Note that the "welfare" we are quantifying here is premised on a very context-specific definition: there is no universal definition of fairness, just as there is no "ultimate meaning", which is why MEV will always exist to some degree. However, if each application can order transactions based on the above general mathematical insights applied to their specific context, we can meaningfully reduce MEV.

In practice, this means that to avoid maximally unfair payoffs, we need to have a sufficiently large set of possible orderings and there needs to be a large degree of overlap between the possible orderings and the Fourier coefficient. One way to achieve this is an open marketplace for mechanisms at the application level.

Generally suave

This is exactly what SUAVE is: an open marketplace for applications that act on the information in transactions in verifiable ways, such that the incentives in the system tend towards general welfare and away from the centralization of power.

It's important to understand the general nature of SUAVE. As we have stressed, MEV is a general phenomenon which arises from the time it takes to communicate. People have been aware of this for centuries, but no-one has attempted to build systems that can account for it, because no-one had the sort of verifiable commitment devices (blockchains) we enjoy.

Bitcoin represents a new medium with/in which we can coordinate the creation and distribution of money.
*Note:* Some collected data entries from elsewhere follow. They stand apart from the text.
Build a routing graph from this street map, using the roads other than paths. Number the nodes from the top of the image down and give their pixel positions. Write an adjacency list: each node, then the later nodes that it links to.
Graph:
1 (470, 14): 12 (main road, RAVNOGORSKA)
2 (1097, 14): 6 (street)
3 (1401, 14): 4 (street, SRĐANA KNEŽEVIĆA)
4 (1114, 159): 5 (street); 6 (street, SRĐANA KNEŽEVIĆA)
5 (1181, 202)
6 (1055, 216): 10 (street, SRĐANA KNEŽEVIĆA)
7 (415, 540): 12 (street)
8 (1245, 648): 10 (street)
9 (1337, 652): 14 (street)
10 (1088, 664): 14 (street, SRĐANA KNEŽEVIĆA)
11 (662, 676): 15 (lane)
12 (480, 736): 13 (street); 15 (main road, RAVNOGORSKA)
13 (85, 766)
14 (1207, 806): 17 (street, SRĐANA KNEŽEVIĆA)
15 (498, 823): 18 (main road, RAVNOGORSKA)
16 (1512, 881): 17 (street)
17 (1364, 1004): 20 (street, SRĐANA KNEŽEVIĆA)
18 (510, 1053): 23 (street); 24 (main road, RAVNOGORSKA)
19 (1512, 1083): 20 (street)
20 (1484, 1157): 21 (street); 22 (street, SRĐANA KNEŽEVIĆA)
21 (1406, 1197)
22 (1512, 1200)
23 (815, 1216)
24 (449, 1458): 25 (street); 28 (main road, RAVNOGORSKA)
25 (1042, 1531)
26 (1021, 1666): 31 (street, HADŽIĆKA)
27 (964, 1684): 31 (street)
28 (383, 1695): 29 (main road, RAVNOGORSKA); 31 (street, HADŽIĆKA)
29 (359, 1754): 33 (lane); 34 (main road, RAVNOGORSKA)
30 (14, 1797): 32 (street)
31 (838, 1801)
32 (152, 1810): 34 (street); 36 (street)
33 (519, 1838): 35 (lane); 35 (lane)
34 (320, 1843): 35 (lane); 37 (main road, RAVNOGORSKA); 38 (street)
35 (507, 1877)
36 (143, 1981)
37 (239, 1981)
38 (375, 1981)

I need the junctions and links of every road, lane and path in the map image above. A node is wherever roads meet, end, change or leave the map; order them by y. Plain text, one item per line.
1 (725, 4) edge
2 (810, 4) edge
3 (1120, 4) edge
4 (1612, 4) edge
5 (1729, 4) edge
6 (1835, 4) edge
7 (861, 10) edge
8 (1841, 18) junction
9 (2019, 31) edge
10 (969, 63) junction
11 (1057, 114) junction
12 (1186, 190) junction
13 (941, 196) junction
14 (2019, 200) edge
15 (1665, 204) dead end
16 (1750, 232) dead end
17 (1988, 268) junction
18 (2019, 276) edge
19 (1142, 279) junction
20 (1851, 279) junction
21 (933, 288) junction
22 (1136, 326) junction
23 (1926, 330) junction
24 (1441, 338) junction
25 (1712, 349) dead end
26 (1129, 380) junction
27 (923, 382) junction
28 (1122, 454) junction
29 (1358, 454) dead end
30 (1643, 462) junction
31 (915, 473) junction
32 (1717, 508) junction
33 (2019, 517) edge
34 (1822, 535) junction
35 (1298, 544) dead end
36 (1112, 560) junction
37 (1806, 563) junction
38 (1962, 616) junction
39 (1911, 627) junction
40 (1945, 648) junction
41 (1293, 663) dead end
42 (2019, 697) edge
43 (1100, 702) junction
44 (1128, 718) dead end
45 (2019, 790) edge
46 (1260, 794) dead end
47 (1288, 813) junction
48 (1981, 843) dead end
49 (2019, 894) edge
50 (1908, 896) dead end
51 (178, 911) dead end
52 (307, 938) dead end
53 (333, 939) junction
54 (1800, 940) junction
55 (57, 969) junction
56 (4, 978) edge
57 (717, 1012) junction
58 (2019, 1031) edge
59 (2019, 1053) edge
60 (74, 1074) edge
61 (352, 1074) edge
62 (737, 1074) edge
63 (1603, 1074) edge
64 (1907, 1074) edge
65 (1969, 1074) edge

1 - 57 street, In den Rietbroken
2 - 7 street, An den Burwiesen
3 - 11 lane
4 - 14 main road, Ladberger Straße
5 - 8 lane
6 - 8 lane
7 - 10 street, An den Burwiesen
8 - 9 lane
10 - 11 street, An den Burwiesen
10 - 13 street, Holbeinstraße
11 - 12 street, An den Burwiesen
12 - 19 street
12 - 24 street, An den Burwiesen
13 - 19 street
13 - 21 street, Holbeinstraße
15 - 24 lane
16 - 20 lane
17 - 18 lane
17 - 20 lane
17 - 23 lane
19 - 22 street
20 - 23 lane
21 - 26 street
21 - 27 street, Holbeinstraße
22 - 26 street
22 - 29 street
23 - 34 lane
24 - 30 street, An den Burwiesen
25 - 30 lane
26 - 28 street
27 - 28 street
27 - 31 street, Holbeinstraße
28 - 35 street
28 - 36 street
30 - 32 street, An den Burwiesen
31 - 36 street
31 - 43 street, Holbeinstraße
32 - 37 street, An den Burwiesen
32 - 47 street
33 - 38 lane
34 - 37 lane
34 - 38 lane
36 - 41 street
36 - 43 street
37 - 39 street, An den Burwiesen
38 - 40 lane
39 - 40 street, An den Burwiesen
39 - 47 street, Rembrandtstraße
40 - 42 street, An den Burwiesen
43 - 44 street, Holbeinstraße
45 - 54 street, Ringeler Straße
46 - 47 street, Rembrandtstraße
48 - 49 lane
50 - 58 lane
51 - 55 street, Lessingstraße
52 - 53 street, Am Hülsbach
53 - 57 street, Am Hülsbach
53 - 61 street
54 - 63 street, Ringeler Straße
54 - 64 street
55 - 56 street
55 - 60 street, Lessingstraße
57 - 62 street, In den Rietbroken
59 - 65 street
Ethereum represents a new medium with/in which we can coordinate in general. However, the commitments this requires are public, which means that the information they contain can be manipulated in the time it takes to verify a new block, creating unfair outcomes for those seeking to coordinate.

SUAVE represents a new medium with/in which we can coordinate how everyone coordinates. SUAVE is the metacognition for every other coordination system. And we do mean every other coordination system: everything from blockchains to traditional exchanges to Google AdWords suffers from some version of MEV.